Top of Data under study

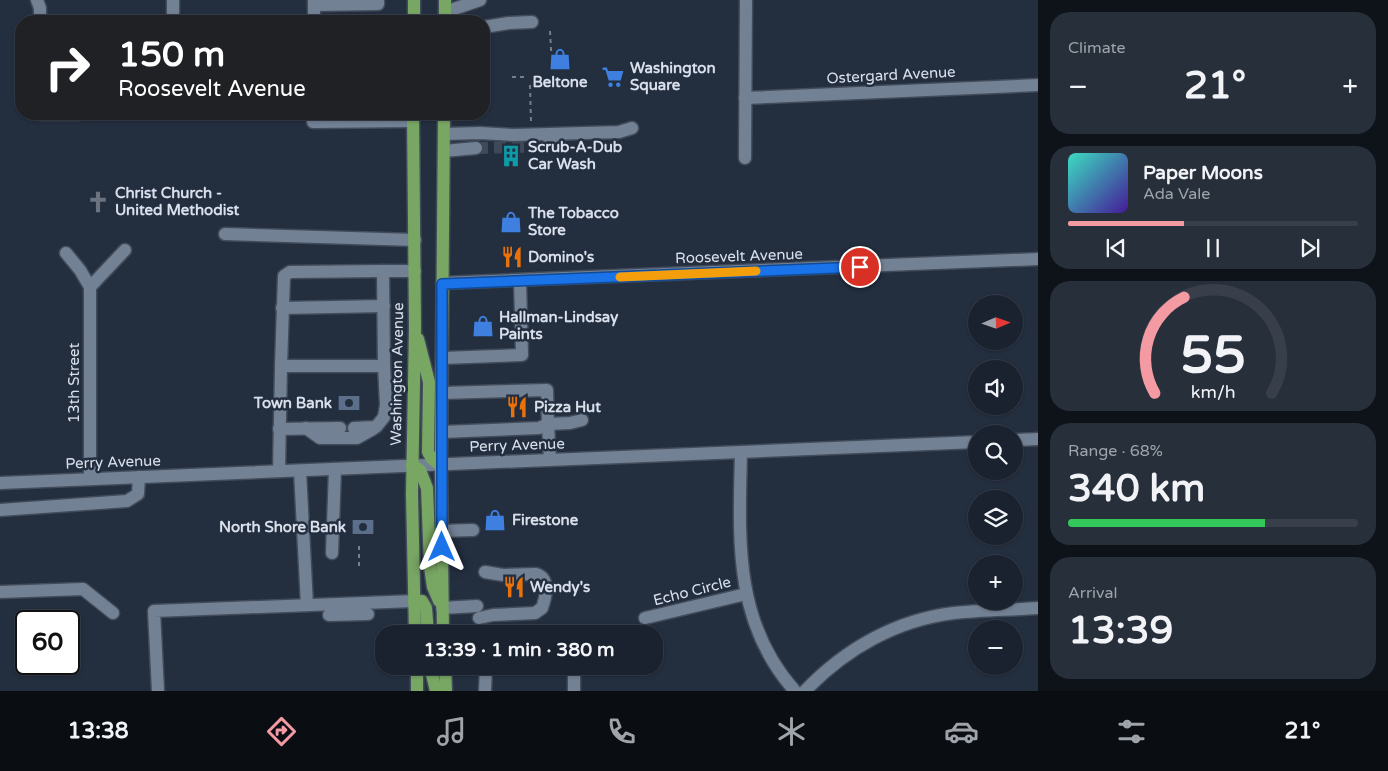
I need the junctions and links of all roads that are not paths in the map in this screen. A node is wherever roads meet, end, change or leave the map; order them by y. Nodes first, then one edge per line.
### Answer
1 (37, 0) edge
2 (172, 0) edge
3 (378, 0) edge
4 (414, 0) edge
5 (480, 0) edge
6 (746, 0) edge
7 (314, 2) edge
8 (445, 11) edge
9 (40, 15) edge
10 (172, 15) edge
11 (314, 15) edge
12 (414, 15) edge
13 (532, 22) dead end
14 (490, 26) edge
15 (1038, 85) edge
16 (744, 98) junction
17 (313, 120) edge
18 (353, 120) edge
19 (413, 120) edge
20 (444, 120) edge
21 (632, 128) dead end
22 (444, 134) junction
23 (559, 145) dead end
24 (546, 146) tunnel mouth
25 (476, 148) tunnel mouth
26 (444, 151) junction
27 (746, 158) dead end
28 (225, 234) dead end
29 (415, 240) junction
30 (126, 250) dead end
31 (66, 253) dead end
32 (1038, 259) edge
33 (415, 271) junction
34 (383, 272) junction
35 (520, 281) junction
36 (442, 284) junction
37 (90, 287) junction
38 (384, 306) junction
39 (282, 308) junction
40 (415, 327) junction
41 (443, 358) junction
42 (281, 366) junction
43 (384, 366) junction
44 (442, 393) junction
45 (582, 420) dead end
46 (548, 424) junction
47 (376, 427) junction
48 (306, 428) junction
49 (340, 428) dead end
50 (354, 428) dead end
51 (279, 429) junction
52 (442, 432) junction
53 (1038, 439) edge
54 (1023, 440) edge
55 (968, 442) edge
56 (741, 452) junction
57 (550, 460) junction
58 (412, 465) junction
59 (440, 465) junction
60 (335, 469) junction
61 (300, 471) junction
62 (278, 472) junction
63 (139, 477) junction
64 (90, 479) junction
65 (0, 484) edge
66 (0, 510) edge
67 (473, 530) dead end
68 (442, 532) junction
69 (332, 553) dead end
70 (485, 572) dead end
71 (0, 592) edge
72 (746, 594) junction
73 (414, 601) junction
74 (307, 604) junction
75 (442, 608) junction
76 (1038, 608) edge
77 (333, 611) junction
78 (112, 613) dead end
79 (368, 614) dead end
80 (645, 618) dead end
81 (415, 625) edge
82 (427, 625) edge
83 (443, 625) edge
84 (417, 675) edge
85 (432, 675) edge
86 (445, 675) edge
87 (486, 675) edge
88 (574, 675) edge
89 (418, 689) edge
90 (158, 691) edge
91 (436, 691) edge
92 (446, 691) edge
93 (485, 691) edge
94 (574, 691) edge
95 (795, 691) edge
96 (805, 691) edge

1 - 9 street
2 - 10 street
3 - 7 street
4 - 12 main road
5 - 8 street
6 - 16 street
7 - 11 street
13 - 14 street
15 - 16 street, Ostergard Avenue
16 - 27 street
17 - 18 street
19 - 29 main road, Washington Avenue
20 - 22 main road
21 - 22 street
22 - 26 main road
23 - 24 street
25 - 26 street
26 - 36 main road
28 - 29 street
29 - 33 main road, Washington Avenue
30 - 37 street
31 - 37 street
32 - 35 street, Roosevelt Avenue
33 - 34 street
33 - 40 main road, Washington Avenue
34 - 38 street
34 - 39 street
35 - 36 street, Roosevelt Avenue
35 - 41 street
36 - 41 main road
37 - 64 street, 13th Street
38 - 39 street
38 - 43 street
39 - 42 street
40 - 58 main road, Washington Avenue
40 - 59 main road
41 - 44 main road
42 - 43 street
42 - 51 street
43 - 47 street
44 - 46 street
44 - 52 main road
45 - 46 street
46 - 52 street
46 - 57 street
47 - 48 street
47 - 50 street
48 - 49 street
48 - 51 street
51 - 62 street
52 - 59 main road
53 - 54 street
55 - 56 street, Perry Avenue
56 - 57 street, Perry Avenue
56 - 72 street
57 - 59 street, Perry Avenue
58 - 59 street, Perry Avenue
58 - 60 street, Perry Avenue
58 - 73 main road, Washington Avenue
58 - 75 main road
59 - 68 main road
60 - 61 street, Perry Avenue
60 - 69 street
61 - 62 street, Perry Avenue
61 - 74 street
62 - 63 street, Perry Avenue
63 - 64 street, Perry Avenue
63 - 66 street
64 - 65 street, Perry Avenue
67 - 68 street
68 - 75 main road
70 - 75 street
71 - 78 street
72 - 80 street, Echo Circle
72 - 95 street
73 - 77 street
73 - 81 main road, Washington Avenue
73 - 82 main road
74 - 77 street
74 - 90 street
75 - 83 main road
76 - 96 street
77 - 79 street
84 - 89 main road
85 - 91 main road
86 - 92 main road
87 - 93 street
88 - 94 street

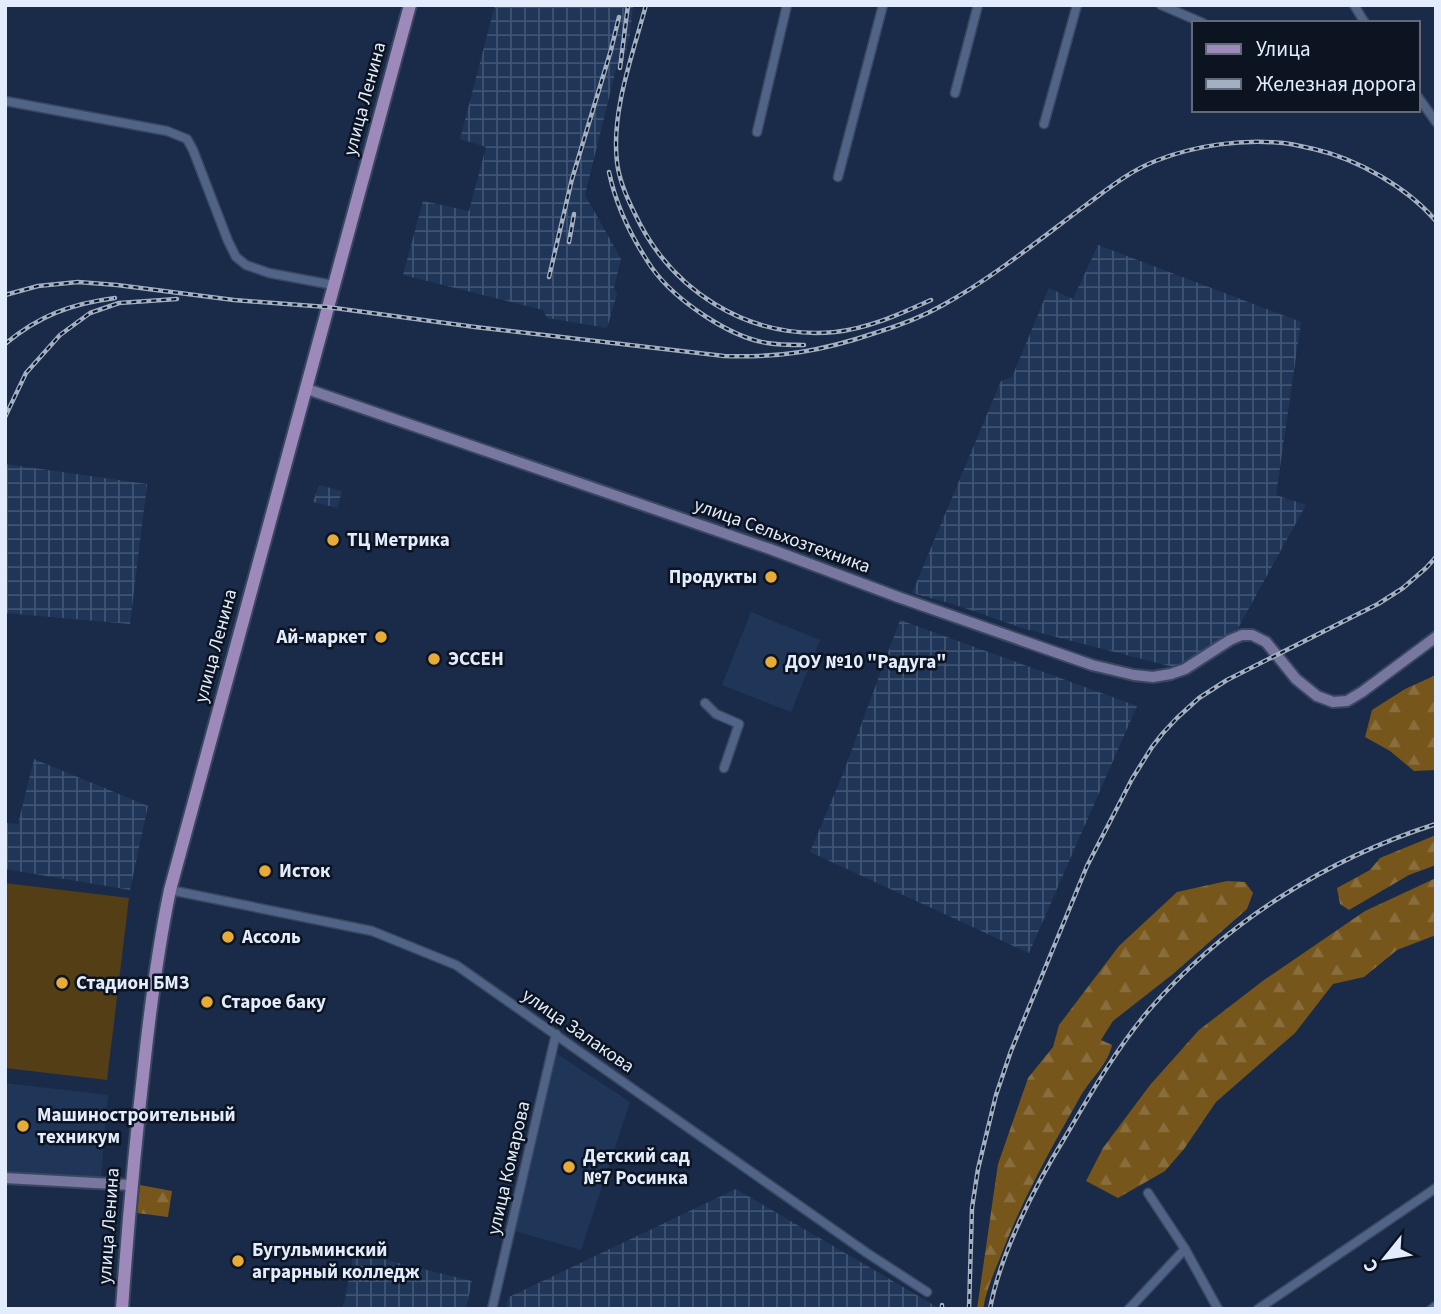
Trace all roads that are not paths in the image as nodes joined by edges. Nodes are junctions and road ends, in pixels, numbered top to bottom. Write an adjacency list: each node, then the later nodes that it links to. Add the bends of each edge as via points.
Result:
1 (410, 5): 17 (main road, улица Ленина)
2 (787, 5): 15 (street)
3 (883, 5): 16 (street)
4 (978, 5): 10 (street)
5 (1077, 5): 14 (street)
6 (1161, 5): 8 (street)
7 (1354, 5): 9 (street)
8 (1198, 21)
9 (1364, 21)
10 (955, 93)
11 (5, 101): 17 (street, via 167,131 187,139 236,257 268,273)
12 (1421, 106): 13 (street)
13 (1436, 122)
14 (1044, 124)
15 (757, 132)
16 (838, 177)
17 (333, 285): 18 (main road, улица Ленина)
18 (307, 389): 19 (street, улица Сельхозтехника, via 1092,665 1135,675 1171,674 1230,640 1252,635 1266,642 1296,679 1317,696 1348,701); 22 (main road, улица Ленина)
19 (1436, 637)
20 (705, 703): 21 (street, via 716,714 739,724)
21 (724, 768)
22 (170, 890): 23 (street, улица Залакова, via 372,931 456,965); 25 (main road, улица Ленина, via 155,976)
23 (556, 1034): 29 (street, улица Залакова); 31 (street, улица Комарова)
24 (5, 1178): 25 (street)
25 (131, 1185): 30 (main road, улица Ленина)
26 (1436, 1188): 34 (street)
27 (1148, 1193): 28 (street)
28 (1185, 1249): 32 (street); 33 (street)
29 (927, 1292)
30 (122, 1309)
31 (492, 1309)
32 (1129, 1309)
33 (1218, 1309)
34 (1258, 1309)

Bottom of Data under study

Above are the records; return them exactly, minus the pictures.

I need the junctions and links of all roads that are not paths in the map in this screen. A node is wherever roads meet, end, change or leave the map; order them by y. Nodes first, then one edge per line.
### Answer
1 (37, 0) edge
2 (172, 0) edge
3 (378, 0) edge
4 (414, 0) edge
5 (480, 0) edge
6 (746, 0) edge
7 (314, 2) edge
8 (445, 11) edge
9 (40, 15) edge
10 (172, 15) edge
11 (314, 15) edge
12 (414, 15) edge
13 (532, 22) dead end
14 (490, 26) edge
15 (1038, 85) edge
16 (744, 98) junction
17 (313, 120) edge
18 (353, 120) edge
19 (413, 120) edge
20 (444, 120) edge
21 (632, 128) dead end
22 (444, 134) junction
23 (559, 145) dead end
24 (546, 146) tunnel mouth
25 (476, 148) tunnel mouth
26 (444, 151) junction
27 (746, 158) dead end
28 (225, 234) dead end
29 (415, 240) junction
30 (126, 250) dead end
31 (66, 253) dead end
32 (1038, 259) edge
33 (415, 271) junction
34 (383, 272) junction
35 (520, 281) junction
36 (442, 284) junction
37 (90, 287) junction
38 (384, 306) junction
39 (282, 308) junction
40 (415, 327) junction
41 (443, 358) junction
42 (281, 366) junction
43 (384, 366) junction
44 (442, 393) junction
45 (582, 420) dead end
46 (548, 424) junction
47 (376, 427) junction
48 (306, 428) junction
49 (340, 428) dead end
50 (354, 428) dead end
51 (279, 429) junction
52 (442, 432) junction
53 (1038, 439) edge
54 (1023, 440) edge
55 (968, 442) edge
56 (741, 452) junction
57 (550, 460) junction
58 (412, 465) junction
59 (440, 465) junction
60 (335, 469) junction
61 (300, 471) junction
62 (278, 472) junction
63 (139, 477) junction
64 (90, 479) junction
65 (0, 484) edge
66 (0, 510) edge
67 (473, 530) dead end
68 (442, 532) junction
69 (332, 553) dead end
70 (485, 572) dead end
71 (0, 592) edge
72 (746, 594) junction
73 (414, 601) junction
74 (307, 604) junction
75 (442, 608) junction
76 (1038, 608) edge
77 (333, 611) junction
78 (112, 613) dead end
79 (368, 614) dead end
80 (645, 618) dead end
81 (415, 625) edge
82 (427, 625) edge
83 (443, 625) edge
84 (417, 675) edge
85 (432, 675) edge
86 (445, 675) edge
87 (486, 675) edge
88 (574, 675) edge
89 (418, 689) edge
90 (158, 691) edge
91 (436, 691) edge
92 (446, 691) edge
93 (485, 691) edge
94 (574, 691) edge
95 (795, 691) edge
96 (805, 691) edge

1 - 9 street
2 - 10 street
3 - 7 street
4 - 12 main road
5 - 8 street
6 - 16 street
7 - 11 street
13 - 14 street
15 - 16 street, Ostergard Avenue
16 - 27 street
17 - 18 street
19 - 29 main road, Washington Avenue
20 - 22 main road
21 - 22 street
22 - 26 main road
23 - 24 street
25 - 26 street
26 - 36 main road
28 - 29 street
29 - 33 main road, Washington Avenue
30 - 37 street
31 - 37 street
32 - 35 street, Roosevelt Avenue
33 - 34 street
33 - 40 main road, Washington Avenue
34 - 38 street
34 - 39 street
35 - 36 street, Roosevelt Avenue
35 - 41 street
36 - 41 main road
37 - 64 street, 13th Street
38 - 39 street
38 - 43 street
39 - 42 street
40 - 58 main road, Washington Avenue
40 - 59 main road
41 - 44 main road
42 - 43 street
42 - 51 street
43 - 47 street
44 - 46 street
44 - 52 main road
45 - 46 street
46 - 52 street
46 - 57 street
47 - 48 street
47 - 50 street
48 - 49 street
48 - 51 street
51 - 62 street
52 - 59 main road
53 - 54 street
55 - 56 street, Perry Avenue
56 - 57 street, Perry Avenue
56 - 72 street
57 - 59 street, Perry Avenue
58 - 59 street, Perry Avenue
58 - 60 street, Perry Avenue
58 - 73 main road, Washington Avenue
58 - 75 main road
59 - 68 main road
60 - 61 street, Perry Avenue
60 - 69 street
61 - 62 street, Perry Avenue
61 - 74 street
62 - 63 street, Perry Avenue
63 - 64 street, Perry Avenue
63 - 66 street
64 - 65 street, Perry Avenue
67 - 68 street
68 - 75 main road
70 - 75 street
71 - 78 street
72 - 80 street, Echo Circle
72 - 95 street
73 - 77 street
73 - 81 main road, Washington Avenue
73 - 82 main road
74 - 77 street
74 - 90 street
75 - 83 main road
76 - 96 street
77 - 79 street
84 - 89 main road
85 - 91 main road
86 - 92 main road
87 - 93 street
88 - 94 street

Trace all roads that are not paths in the image as nodes joined by edges. Nodes are junctions and road ends, in pixels, numbered top to bottom. Write an adjacency list: each node, then the later nodes that it links to. Add the bends of each edge as via points.
Result:
1 (410, 5): 17 (main road, улица Ленина)
2 (787, 5): 15 (street)
3 (883, 5): 16 (street)
4 (978, 5): 10 (street)
5 (1077, 5): 14 (street)
6 (1161, 5): 8 (street)
7 (1354, 5): 9 (street)
8 (1198, 21)
9 (1364, 21)
10 (955, 93)
11 (5, 101): 17 (street, via 167,131 187,139 236,257 268,273)
12 (1421, 106): 13 (street)
13 (1436, 122)
14 (1044, 124)
15 (757, 132)
16 (838, 177)
17 (333, 285): 18 (main road, улица Ленина)
18 (307, 389): 19 (street, улица Сельхозтехника, via 1092,665 1135,675 1171,674 1230,640 1252,635 1266,642 1296,679 1317,696 1348,701); 22 (main road, улица Ленина)
19 (1436, 637)
20 (705, 703): 21 (street, via 716,714 739,724)
21 (724, 768)
22 (170, 890): 23 (street, улица Залакова, via 372,931 456,965); 25 (main road, улица Ленина, via 155,976)
23 (556, 1034): 29 (street, улица Залакова); 31 (street, улица Комарова)
24 (5, 1178): 25 (street)
25 (131, 1185): 30 (main road, улица Ленина)
26 (1436, 1188): 34 (street)
27 (1148, 1193): 28 (street)
28 (1185, 1249): 32 (street); 33 (street)
29 (927, 1292)
30 (122, 1309)
31 (492, 1309)
32 (1129, 1309)
33 (1218, 1309)
34 (1258, 1309)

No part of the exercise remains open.